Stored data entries
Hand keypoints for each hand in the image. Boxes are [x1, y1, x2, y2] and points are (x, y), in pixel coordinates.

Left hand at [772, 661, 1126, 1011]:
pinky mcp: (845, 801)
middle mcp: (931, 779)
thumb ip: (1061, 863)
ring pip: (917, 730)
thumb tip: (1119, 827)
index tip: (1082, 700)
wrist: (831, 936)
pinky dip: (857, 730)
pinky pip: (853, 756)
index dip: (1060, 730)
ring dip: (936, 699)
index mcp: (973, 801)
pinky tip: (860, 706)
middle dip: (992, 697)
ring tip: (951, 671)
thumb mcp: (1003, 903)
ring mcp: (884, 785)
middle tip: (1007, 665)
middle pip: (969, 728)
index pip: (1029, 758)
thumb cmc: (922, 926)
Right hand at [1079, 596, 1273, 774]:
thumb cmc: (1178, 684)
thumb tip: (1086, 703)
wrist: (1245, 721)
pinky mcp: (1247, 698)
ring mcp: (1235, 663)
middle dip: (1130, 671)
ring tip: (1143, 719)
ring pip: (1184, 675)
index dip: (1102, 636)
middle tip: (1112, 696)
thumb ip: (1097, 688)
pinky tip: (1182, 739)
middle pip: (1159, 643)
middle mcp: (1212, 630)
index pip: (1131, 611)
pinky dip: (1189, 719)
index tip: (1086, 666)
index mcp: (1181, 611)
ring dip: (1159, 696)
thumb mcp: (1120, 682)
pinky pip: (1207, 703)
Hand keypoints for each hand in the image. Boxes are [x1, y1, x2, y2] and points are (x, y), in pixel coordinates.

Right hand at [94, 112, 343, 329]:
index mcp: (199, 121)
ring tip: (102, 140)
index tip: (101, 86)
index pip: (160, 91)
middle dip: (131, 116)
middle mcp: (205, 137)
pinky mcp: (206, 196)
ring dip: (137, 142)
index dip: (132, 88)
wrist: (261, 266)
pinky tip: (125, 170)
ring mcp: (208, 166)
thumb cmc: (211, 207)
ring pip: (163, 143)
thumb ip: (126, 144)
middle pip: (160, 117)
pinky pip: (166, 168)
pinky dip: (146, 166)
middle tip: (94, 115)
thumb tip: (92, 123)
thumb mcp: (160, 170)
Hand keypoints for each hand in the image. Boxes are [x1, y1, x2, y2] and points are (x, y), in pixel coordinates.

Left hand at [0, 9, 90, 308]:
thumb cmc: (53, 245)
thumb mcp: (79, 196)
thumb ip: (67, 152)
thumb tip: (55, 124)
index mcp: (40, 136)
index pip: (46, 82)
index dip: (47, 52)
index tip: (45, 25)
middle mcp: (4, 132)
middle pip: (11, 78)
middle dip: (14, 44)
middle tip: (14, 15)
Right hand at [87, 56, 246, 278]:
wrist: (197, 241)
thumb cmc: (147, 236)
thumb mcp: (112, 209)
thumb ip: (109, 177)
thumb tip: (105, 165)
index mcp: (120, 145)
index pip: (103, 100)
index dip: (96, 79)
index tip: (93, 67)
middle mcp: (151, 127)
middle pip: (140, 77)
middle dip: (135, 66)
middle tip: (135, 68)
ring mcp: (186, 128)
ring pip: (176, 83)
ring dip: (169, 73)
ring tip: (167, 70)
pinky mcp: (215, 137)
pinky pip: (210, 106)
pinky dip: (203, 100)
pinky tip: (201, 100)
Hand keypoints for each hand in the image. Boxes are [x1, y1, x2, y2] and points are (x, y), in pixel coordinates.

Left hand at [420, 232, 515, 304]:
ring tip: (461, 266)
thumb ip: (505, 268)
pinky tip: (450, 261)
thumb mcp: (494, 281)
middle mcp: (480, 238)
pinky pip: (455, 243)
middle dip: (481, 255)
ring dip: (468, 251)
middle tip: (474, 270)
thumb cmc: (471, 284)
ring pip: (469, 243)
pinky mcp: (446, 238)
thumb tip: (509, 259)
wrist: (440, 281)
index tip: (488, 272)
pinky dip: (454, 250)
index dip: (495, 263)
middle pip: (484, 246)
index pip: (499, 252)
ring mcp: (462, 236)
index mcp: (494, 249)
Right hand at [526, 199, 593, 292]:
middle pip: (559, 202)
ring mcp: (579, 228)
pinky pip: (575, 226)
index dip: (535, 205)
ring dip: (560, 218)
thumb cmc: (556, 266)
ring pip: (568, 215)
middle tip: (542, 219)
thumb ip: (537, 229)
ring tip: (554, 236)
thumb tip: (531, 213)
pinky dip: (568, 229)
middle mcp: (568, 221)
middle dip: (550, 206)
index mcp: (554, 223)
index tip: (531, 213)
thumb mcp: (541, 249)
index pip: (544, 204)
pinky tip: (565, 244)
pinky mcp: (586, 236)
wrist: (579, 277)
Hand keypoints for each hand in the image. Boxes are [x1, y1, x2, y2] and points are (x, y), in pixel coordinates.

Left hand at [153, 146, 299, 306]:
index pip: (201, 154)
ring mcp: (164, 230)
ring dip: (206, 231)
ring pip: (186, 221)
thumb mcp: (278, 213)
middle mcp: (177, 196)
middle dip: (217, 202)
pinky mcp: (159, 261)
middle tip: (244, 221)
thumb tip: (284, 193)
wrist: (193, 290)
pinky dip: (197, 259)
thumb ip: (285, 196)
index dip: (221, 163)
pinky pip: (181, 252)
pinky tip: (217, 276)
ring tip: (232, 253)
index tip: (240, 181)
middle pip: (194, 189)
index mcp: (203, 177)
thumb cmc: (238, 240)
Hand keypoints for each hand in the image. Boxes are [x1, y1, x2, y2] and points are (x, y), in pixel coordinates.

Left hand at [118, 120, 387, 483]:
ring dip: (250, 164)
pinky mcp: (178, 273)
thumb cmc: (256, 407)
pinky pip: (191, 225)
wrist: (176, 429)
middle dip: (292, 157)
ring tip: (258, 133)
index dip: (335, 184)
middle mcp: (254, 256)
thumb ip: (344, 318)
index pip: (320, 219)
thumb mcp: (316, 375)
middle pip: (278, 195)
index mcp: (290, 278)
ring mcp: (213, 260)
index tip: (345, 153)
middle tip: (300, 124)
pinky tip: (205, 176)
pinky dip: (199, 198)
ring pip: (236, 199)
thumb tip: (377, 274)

▶ _TRY IT_: Among the records above, find each line holding the string "Right" and pull it out.

▶ _WRITTEN SOLUTION_:
Right hand at [1079, 596, 1273, 774]:
Right hand at [94, 112, 343, 329]:
Right hand at [87, 56, 246, 278]:
Right hand at [526, 199, 593, 292]:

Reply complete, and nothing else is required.